** AVAILABLE DATA follows **
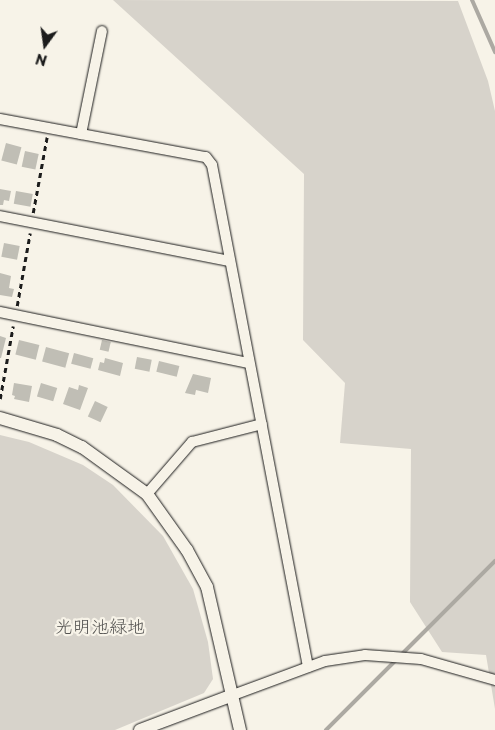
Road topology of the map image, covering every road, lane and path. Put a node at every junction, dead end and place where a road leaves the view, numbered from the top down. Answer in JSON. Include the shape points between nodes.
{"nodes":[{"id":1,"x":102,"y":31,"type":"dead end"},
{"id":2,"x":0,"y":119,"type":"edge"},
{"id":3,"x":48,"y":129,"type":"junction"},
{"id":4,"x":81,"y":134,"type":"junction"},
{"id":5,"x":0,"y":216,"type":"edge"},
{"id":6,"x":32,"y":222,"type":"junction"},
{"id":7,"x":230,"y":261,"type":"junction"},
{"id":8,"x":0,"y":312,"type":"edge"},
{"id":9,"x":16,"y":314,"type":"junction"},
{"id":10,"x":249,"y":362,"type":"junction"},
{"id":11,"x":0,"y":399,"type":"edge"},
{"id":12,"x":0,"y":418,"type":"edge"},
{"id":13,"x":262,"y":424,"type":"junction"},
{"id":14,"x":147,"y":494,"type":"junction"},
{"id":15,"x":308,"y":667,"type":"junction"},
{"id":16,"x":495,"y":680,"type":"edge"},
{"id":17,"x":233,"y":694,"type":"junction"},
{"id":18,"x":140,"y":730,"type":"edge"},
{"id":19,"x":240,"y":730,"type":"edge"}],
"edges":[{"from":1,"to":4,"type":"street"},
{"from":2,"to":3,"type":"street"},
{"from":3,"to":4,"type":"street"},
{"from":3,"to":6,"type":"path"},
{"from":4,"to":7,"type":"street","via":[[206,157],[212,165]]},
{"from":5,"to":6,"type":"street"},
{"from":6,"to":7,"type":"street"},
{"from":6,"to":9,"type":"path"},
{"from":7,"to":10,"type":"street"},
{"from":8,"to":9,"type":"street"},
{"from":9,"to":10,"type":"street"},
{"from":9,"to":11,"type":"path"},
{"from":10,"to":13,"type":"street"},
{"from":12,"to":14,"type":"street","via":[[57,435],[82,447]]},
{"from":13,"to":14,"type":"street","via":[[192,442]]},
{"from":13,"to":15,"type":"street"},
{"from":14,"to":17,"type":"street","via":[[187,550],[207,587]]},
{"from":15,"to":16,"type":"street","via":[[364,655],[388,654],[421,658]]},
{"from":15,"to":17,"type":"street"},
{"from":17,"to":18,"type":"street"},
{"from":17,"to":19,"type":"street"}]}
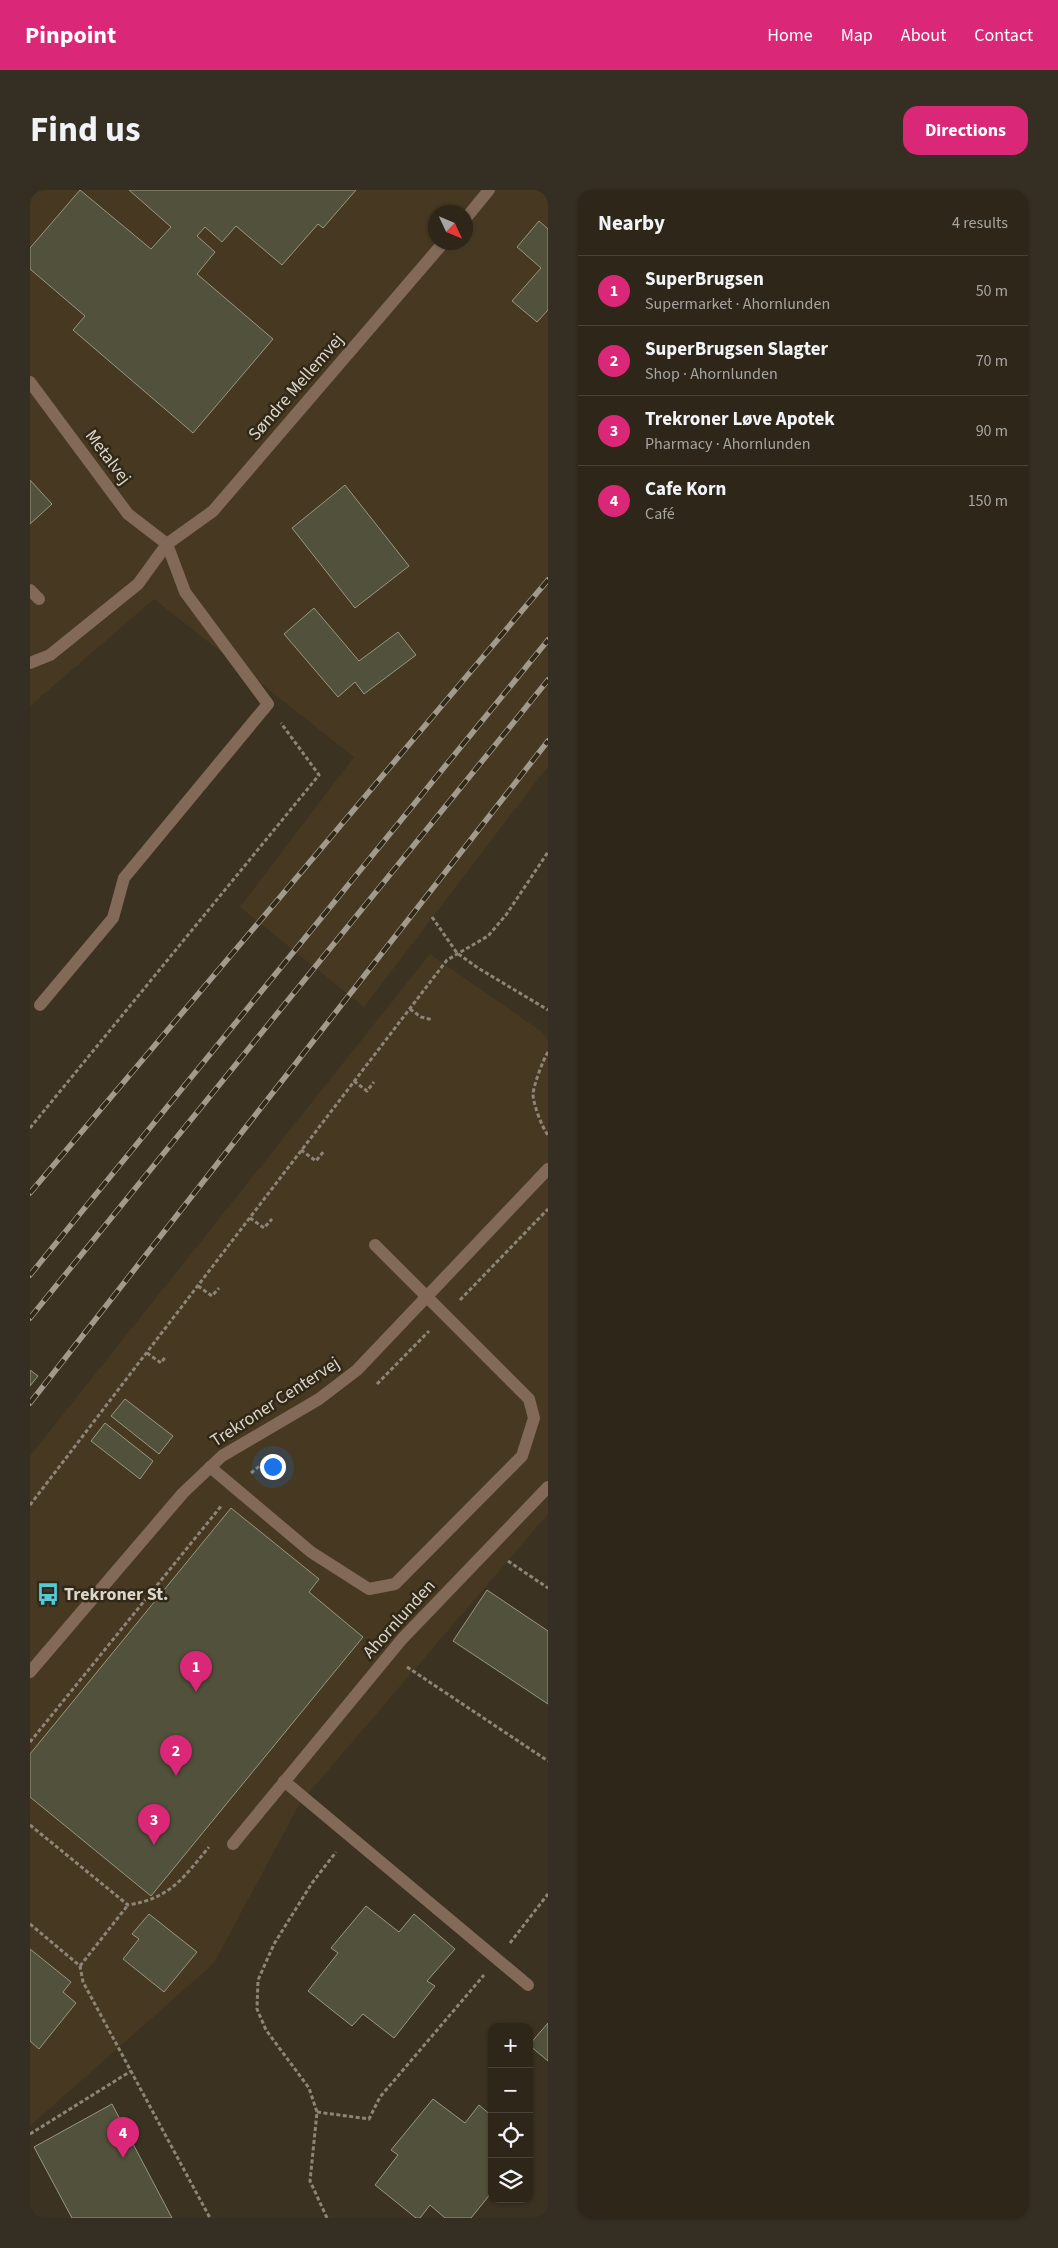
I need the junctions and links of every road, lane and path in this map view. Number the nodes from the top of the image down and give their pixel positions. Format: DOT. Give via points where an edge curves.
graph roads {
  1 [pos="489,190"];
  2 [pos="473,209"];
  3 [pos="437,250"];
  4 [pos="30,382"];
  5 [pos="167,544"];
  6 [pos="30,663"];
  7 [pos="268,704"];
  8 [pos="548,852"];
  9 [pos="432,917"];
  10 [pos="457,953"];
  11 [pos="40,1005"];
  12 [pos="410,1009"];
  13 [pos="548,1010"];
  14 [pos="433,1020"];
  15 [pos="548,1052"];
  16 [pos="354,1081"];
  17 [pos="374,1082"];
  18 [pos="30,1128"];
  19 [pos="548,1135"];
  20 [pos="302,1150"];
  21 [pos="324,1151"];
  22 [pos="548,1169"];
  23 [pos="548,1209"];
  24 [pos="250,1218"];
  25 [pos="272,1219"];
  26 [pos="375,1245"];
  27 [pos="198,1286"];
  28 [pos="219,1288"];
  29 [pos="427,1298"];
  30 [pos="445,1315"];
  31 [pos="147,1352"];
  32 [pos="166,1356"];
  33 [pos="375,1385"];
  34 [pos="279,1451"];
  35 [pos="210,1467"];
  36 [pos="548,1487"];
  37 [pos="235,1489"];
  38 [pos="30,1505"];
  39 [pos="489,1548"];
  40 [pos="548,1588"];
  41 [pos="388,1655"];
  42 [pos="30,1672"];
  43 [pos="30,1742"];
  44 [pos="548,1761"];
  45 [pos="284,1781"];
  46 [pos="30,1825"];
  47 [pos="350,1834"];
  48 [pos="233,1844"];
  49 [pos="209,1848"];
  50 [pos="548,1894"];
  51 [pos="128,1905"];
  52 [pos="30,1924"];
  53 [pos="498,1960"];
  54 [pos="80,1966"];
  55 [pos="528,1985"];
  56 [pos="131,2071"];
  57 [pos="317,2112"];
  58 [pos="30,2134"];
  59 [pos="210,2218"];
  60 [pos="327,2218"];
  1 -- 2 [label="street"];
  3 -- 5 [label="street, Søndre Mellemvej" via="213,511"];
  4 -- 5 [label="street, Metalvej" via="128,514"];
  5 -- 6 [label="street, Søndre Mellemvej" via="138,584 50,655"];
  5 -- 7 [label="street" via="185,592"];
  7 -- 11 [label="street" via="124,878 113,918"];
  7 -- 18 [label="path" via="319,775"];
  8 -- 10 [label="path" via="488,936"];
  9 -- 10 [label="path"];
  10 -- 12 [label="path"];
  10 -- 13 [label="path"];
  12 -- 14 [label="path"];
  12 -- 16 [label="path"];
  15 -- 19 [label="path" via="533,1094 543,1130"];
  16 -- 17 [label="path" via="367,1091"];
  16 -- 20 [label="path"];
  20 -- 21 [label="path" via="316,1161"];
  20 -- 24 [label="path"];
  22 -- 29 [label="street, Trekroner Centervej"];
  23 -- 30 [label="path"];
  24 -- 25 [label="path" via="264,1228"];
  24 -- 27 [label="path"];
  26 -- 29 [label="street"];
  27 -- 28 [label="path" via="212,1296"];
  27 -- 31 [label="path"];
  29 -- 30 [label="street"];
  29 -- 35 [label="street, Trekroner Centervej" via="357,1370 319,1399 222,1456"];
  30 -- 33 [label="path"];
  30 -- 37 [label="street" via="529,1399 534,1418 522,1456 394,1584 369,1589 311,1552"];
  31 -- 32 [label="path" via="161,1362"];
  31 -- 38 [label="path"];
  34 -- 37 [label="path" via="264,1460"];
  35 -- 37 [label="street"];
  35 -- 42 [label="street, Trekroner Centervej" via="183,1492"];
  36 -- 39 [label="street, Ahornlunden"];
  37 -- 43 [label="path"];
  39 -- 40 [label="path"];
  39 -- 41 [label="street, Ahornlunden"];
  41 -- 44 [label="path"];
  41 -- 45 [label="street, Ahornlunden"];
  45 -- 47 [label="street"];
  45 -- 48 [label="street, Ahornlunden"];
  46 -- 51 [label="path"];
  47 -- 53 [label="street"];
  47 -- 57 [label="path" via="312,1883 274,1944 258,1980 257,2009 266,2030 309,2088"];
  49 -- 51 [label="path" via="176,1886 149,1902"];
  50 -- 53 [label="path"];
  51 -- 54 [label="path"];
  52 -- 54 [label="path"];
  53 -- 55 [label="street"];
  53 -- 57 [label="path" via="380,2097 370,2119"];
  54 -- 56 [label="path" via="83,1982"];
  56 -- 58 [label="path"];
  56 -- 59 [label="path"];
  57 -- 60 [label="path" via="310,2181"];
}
** End of AVAILABLE DATA **
- [HOW TO COMPLETE THIS TASK]: When you transcribe the lines above, keep every word exact but leave the pictures behind.

- [ANSWER SPACE]:
Road topology of the map image, covering every road, lane and path. Put a node at every junction, dead end and place where a road leaves the view, numbered from the top down. Answer in JSON. Include the shape points between nodes.
{"nodes":[{"id":1,"x":102,"y":31,"type":"dead end"},
{"id":2,"x":0,"y":119,"type":"edge"},
{"id":3,"x":48,"y":129,"type":"junction"},
{"id":4,"x":81,"y":134,"type":"junction"},
{"id":5,"x":0,"y":216,"type":"edge"},
{"id":6,"x":32,"y":222,"type":"junction"},
{"id":7,"x":230,"y":261,"type":"junction"},
{"id":8,"x":0,"y":312,"type":"edge"},
{"id":9,"x":16,"y":314,"type":"junction"},
{"id":10,"x":249,"y":362,"type":"junction"},
{"id":11,"x":0,"y":399,"type":"edge"},
{"id":12,"x":0,"y":418,"type":"edge"},
{"id":13,"x":262,"y":424,"type":"junction"},
{"id":14,"x":147,"y":494,"type":"junction"},
{"id":15,"x":308,"y":667,"type":"junction"},
{"id":16,"x":495,"y":680,"type":"edge"},
{"id":17,"x":233,"y":694,"type":"junction"},
{"id":18,"x":140,"y":730,"type":"edge"},
{"id":19,"x":240,"y":730,"type":"edge"}],
"edges":[{"from":1,"to":4,"type":"street"},
{"from":2,"to":3,"type":"street"},
{"from":3,"to":4,"type":"street"},
{"from":3,"to":6,"type":"path"},
{"from":4,"to":7,"type":"street","via":[[206,157],[212,165]]},
{"from":5,"to":6,"type":"street"},
{"from":6,"to":7,"type":"street"},
{"from":6,"to":9,"type":"path"},
{"from":7,"to":10,"type":"street"},
{"from":8,"to":9,"type":"street"},
{"from":9,"to":10,"type":"street"},
{"from":9,"to":11,"type":"path"},
{"from":10,"to":13,"type":"street"},
{"from":12,"to":14,"type":"street","via":[[57,435],[82,447]]},
{"from":13,"to":14,"type":"street","via":[[192,442]]},
{"from":13,"to":15,"type":"street"},
{"from":14,"to":17,"type":"street","via":[[187,550],[207,587]]},
{"from":15,"to":16,"type":"street","via":[[364,655],[388,654],[421,658]]},
{"from":15,"to":17,"type":"street"},
{"from":17,"to":18,"type":"street"},
{"from":17,"to":19,"type":"street"}]}
I need the junctions and links of every road, lane and path in this map view. Number the nodes from the top of the image down and give their pixel positions. Format: DOT. Give via points where an edge curves.
graph roads {
  1 [pos="489,190"];
  2 [pos="473,209"];
  3 [pos="437,250"];
  4 [pos="30,382"];
  5 [pos="167,544"];
  6 [pos="30,663"];
  7 [pos="268,704"];
  8 [pos="548,852"];
  9 [pos="432,917"];
  10 [pos="457,953"];
  11 [pos="40,1005"];
  12 [pos="410,1009"];
  13 [pos="548,1010"];
  14 [pos="433,1020"];
  15 [pos="548,1052"];
  16 [pos="354,1081"];
  17 [pos="374,1082"];
  18 [pos="30,1128"];
  19 [pos="548,1135"];
  20 [pos="302,1150"];
  21 [pos="324,1151"];
  22 [pos="548,1169"];
  23 [pos="548,1209"];
  24 [pos="250,1218"];
  25 [pos="272,1219"];
  26 [pos="375,1245"];
  27 [pos="198,1286"];
  28 [pos="219,1288"];
  29 [pos="427,1298"];
  30 [pos="445,1315"];
  31 [pos="147,1352"];
  32 [pos="166,1356"];
  33 [pos="375,1385"];
  34 [pos="279,1451"];
  35 [pos="210,1467"];
  36 [pos="548,1487"];
  37 [pos="235,1489"];
  38 [pos="30,1505"];
  39 [pos="489,1548"];
  40 [pos="548,1588"];
  41 [pos="388,1655"];
  42 [pos="30,1672"];
  43 [pos="30,1742"];
  44 [pos="548,1761"];
  45 [pos="284,1781"];
  46 [pos="30,1825"];
  47 [pos="350,1834"];
  48 [pos="233,1844"];
  49 [pos="209,1848"];
  50 [pos="548,1894"];
  51 [pos="128,1905"];
  52 [pos="30,1924"];
  53 [pos="498,1960"];
  54 [pos="80,1966"];
  55 [pos="528,1985"];
  56 [pos="131,2071"];
  57 [pos="317,2112"];
  58 [pos="30,2134"];
  59 [pos="210,2218"];
  60 [pos="327,2218"];
  1 -- 2 [label="street"];
  3 -- 5 [label="street, Søndre Mellemvej" via="213,511"];
  4 -- 5 [label="street, Metalvej" via="128,514"];
  5 -- 6 [label="street, Søndre Mellemvej" via="138,584 50,655"];
  5 -- 7 [label="street" via="185,592"];
  7 -- 11 [label="street" via="124,878 113,918"];
  7 -- 18 [label="path" via="319,775"];
  8 -- 10 [label="path" via="488,936"];
  9 -- 10 [label="path"];
  10 -- 12 [label="path"];
  10 -- 13 [label="path"];
  12 -- 14 [label="path"];
  12 -- 16 [label="path"];
  15 -- 19 [label="path" via="533,1094 543,1130"];
  16 -- 17 [label="path" via="367,1091"];
  16 -- 20 [label="path"];
  20 -- 21 [label="path" via="316,1161"];
  20 -- 24 [label="path"];
  22 -- 29 [label="street, Trekroner Centervej"];
  23 -- 30 [label="path"];
  24 -- 25 [label="path" via="264,1228"];
  24 -- 27 [label="path"];
  26 -- 29 [label="street"];
  27 -- 28 [label="path" via="212,1296"];
  27 -- 31 [label="path"];
  29 -- 30 [label="street"];
  29 -- 35 [label="street, Trekroner Centervej" via="357,1370 319,1399 222,1456"];
  30 -- 33 [label="path"];
  30 -- 37 [label="street" via="529,1399 534,1418 522,1456 394,1584 369,1589 311,1552"];
  31 -- 32 [label="path" via="161,1362"];
  31 -- 38 [label="path"];
  34 -- 37 [label="path" via="264,1460"];
  35 -- 37 [label="street"];
  35 -- 42 [label="street, Trekroner Centervej" via="183,1492"];
  36 -- 39 [label="street, Ahornlunden"];
  37 -- 43 [label="path"];
  39 -- 40 [label="path"];
  39 -- 41 [label="street, Ahornlunden"];
  41 -- 44 [label="path"];
  41 -- 45 [label="street, Ahornlunden"];
  45 -- 47 [label="street"];
  45 -- 48 [label="street, Ahornlunden"];
  46 -- 51 [label="path"];
  47 -- 53 [label="street"];
  47 -- 57 [label="path" via="312,1883 274,1944 258,1980 257,2009 266,2030 309,2088"];
  49 -- 51 [label="path" via="176,1886 149,1902"];
  50 -- 53 [label="path"];
  51 -- 54 [label="path"];
  52 -- 54 [label="path"];
  53 -- 55 [label="street"];
  53 -- 57 [label="path" via="380,2097 370,2119"];
  54 -- 56 [label="path" via="83,1982"];
  56 -- 58 [label="path"];
  56 -- 59 [label="path"];
  57 -- 60 [label="path" via="310,2181"];
}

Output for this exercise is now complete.